I use the Sounds-Write strategy to help kids read and spell multisyllable words, which doesn’t teach spelling rules, syllable types, or other unreliable, wordy things. The Phono-Graphix and Reading Simplified approaches are similar.

However, Sounds-Write doesn’t have an explicit focus on morphemes (well, maybe their new Yr3-6 course does, I haven’t done that yet), so I’ve also been using various morphology programs and resources: books by Marcia Henry, Morpheme Magic, games like Caesar Pleaser and Breakthrough To Success, Word Sums, the Base Bank, and the Spelfabet Workbook 2 v3 for very basic prefixes and suffixes. However, I need a better grip on the relevant research and its implications for practice.

Video discussion on syllable issues

There’s an interesting video of a discussion about research on syllable issues between Drs Mark Seidenberg, Molly Farry-Thorn and Devin Kearns (you might know his Phinder website) on Youtube, or click here for the podcast.

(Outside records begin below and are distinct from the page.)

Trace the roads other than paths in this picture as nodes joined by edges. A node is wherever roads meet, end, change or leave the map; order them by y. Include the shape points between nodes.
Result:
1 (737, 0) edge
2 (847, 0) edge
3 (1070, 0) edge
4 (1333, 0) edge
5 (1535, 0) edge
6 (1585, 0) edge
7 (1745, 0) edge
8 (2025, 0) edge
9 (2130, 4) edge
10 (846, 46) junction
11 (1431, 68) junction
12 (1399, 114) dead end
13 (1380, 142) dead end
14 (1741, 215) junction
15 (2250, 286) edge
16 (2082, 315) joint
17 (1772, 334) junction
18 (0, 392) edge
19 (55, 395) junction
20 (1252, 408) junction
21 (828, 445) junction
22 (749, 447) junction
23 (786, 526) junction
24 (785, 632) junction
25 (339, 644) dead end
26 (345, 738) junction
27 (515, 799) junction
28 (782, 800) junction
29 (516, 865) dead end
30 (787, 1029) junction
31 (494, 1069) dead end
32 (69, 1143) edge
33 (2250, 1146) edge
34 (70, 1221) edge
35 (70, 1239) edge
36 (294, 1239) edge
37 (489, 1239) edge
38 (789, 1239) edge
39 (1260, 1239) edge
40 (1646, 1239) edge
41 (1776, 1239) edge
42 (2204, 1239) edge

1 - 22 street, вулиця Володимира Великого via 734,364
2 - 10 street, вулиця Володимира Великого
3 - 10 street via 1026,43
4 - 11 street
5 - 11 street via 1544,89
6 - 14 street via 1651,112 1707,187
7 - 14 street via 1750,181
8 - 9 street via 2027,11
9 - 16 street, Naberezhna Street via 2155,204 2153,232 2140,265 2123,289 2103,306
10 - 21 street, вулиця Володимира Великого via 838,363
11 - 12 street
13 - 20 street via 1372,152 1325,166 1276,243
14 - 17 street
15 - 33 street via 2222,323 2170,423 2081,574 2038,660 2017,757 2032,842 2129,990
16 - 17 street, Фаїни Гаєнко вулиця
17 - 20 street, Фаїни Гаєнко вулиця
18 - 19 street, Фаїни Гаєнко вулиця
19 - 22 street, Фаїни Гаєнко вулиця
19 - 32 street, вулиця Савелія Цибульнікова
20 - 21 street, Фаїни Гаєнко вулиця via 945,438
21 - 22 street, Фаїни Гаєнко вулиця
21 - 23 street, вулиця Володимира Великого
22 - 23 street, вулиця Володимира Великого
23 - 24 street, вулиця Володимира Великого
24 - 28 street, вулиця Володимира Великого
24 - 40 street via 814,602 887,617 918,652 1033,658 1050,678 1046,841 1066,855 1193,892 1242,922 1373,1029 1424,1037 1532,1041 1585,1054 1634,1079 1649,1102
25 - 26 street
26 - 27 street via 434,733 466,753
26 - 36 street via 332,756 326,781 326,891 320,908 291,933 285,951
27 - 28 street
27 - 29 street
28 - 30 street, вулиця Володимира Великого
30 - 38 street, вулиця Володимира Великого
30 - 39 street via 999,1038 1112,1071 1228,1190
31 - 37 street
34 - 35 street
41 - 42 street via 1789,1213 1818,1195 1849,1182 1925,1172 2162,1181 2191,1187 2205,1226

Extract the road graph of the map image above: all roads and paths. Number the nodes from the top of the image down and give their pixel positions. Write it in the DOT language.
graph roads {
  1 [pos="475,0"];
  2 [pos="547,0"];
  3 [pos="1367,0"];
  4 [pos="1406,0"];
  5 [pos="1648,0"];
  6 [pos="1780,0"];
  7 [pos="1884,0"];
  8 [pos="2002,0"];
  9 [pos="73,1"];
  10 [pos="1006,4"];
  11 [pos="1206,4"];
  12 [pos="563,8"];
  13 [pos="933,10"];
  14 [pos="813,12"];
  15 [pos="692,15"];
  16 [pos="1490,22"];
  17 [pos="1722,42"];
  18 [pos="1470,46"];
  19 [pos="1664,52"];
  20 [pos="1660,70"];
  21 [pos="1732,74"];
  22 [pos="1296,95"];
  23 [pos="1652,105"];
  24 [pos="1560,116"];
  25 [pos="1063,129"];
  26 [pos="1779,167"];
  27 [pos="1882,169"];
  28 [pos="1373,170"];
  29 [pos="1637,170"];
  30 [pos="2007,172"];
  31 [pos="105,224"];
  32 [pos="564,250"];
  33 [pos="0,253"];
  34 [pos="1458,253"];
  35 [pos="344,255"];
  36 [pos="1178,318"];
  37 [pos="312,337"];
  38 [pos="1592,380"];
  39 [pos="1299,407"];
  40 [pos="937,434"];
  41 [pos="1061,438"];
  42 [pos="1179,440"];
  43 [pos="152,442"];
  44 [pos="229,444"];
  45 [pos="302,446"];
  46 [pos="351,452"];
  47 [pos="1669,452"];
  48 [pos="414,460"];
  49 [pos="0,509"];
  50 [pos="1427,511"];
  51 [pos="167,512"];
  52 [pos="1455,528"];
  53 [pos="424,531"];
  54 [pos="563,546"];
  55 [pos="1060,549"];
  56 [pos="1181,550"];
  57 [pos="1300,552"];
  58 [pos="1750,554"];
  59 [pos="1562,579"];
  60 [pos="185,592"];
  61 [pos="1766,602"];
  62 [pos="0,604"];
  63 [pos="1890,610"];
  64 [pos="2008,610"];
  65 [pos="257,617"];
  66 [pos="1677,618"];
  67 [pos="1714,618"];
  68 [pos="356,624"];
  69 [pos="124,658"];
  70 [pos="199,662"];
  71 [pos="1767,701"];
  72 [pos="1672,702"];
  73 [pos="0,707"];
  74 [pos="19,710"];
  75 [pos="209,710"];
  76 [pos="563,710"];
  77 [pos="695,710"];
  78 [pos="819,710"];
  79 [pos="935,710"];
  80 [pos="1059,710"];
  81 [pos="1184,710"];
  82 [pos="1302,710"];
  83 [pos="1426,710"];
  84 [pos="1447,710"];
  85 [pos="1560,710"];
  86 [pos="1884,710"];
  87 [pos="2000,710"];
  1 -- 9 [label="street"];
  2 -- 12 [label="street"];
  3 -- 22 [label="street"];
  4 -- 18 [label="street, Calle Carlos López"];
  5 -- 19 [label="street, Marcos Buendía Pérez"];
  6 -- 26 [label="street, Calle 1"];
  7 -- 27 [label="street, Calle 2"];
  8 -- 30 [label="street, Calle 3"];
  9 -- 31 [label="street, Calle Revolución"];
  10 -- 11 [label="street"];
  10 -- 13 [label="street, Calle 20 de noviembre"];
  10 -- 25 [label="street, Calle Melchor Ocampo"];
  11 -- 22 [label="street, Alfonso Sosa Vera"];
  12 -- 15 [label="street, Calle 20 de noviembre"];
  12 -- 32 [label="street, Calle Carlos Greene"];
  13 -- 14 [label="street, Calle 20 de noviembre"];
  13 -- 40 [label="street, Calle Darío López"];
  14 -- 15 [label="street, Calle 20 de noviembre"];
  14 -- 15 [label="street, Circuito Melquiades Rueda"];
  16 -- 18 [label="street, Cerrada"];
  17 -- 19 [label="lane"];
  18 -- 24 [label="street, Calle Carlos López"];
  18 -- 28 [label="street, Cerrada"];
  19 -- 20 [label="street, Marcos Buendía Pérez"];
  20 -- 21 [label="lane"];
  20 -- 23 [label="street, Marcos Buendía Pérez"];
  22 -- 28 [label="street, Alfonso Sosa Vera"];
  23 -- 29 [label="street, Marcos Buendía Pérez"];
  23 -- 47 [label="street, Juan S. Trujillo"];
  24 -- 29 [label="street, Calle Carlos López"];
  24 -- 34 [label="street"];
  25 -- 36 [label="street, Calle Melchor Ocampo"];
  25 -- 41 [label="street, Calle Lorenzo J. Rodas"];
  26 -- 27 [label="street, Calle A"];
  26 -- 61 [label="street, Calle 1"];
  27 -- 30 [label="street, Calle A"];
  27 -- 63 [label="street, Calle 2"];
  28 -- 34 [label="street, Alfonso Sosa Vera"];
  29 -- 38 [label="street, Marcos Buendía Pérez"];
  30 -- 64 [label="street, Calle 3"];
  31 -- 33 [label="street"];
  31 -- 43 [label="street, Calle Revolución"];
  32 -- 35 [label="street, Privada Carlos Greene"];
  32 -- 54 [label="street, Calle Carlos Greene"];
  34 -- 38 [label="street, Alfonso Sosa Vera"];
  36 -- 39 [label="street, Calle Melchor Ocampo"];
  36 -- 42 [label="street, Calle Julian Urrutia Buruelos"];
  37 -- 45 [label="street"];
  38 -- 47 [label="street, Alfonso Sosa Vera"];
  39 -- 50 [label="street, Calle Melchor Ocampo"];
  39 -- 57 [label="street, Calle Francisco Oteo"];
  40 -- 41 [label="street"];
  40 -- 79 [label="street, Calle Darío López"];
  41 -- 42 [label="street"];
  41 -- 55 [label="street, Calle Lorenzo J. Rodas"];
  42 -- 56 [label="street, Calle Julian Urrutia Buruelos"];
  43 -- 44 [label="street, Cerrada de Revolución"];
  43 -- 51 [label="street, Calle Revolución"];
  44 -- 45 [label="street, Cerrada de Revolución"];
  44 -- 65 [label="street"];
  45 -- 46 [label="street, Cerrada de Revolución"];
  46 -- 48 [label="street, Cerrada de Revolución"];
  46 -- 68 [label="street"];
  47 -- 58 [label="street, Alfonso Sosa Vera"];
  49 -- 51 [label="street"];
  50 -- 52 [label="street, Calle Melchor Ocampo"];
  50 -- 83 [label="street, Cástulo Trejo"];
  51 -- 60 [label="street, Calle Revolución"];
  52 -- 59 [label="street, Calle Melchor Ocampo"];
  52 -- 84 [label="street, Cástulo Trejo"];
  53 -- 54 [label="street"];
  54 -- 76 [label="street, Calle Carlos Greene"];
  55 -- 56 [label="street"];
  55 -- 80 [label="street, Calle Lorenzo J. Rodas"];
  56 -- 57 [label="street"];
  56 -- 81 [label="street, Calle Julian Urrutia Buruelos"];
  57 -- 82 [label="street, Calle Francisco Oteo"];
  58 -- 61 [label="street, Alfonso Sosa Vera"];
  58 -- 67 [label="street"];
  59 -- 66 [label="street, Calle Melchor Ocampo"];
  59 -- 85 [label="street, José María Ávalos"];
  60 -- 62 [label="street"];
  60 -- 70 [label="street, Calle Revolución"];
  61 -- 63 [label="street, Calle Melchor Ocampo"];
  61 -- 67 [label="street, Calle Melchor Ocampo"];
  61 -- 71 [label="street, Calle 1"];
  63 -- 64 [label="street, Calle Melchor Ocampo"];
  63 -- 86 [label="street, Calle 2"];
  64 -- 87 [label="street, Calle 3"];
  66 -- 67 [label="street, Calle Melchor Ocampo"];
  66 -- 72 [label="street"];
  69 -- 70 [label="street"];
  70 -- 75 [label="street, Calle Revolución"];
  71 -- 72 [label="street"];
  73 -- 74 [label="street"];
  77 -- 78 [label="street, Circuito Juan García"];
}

I always want to shout “Speak up, Molly!” when watching these discussions, because she doesn’t say much, but what she does say is usually great. Near the end of this video, she summarises the implications for teaching. Here’s my summary of her summary:

  • Explicit teaching about syllable types takes time, adds to cognitive load and takes kids out of the process of reading, so try to keep it to a minimum in general instruction.
  • Children who aren’t managing multisyllable words after general instruction may need to be explicitly taught vowel flexing, and/or about syllable types.
  • Group words in ways that make the patterns/regularities and clear, and help children practise vowel flexing.
  • It can be helpful for teachers to know a lot about syllables, rules etc, but that doesn’t mean it all needs to be taught.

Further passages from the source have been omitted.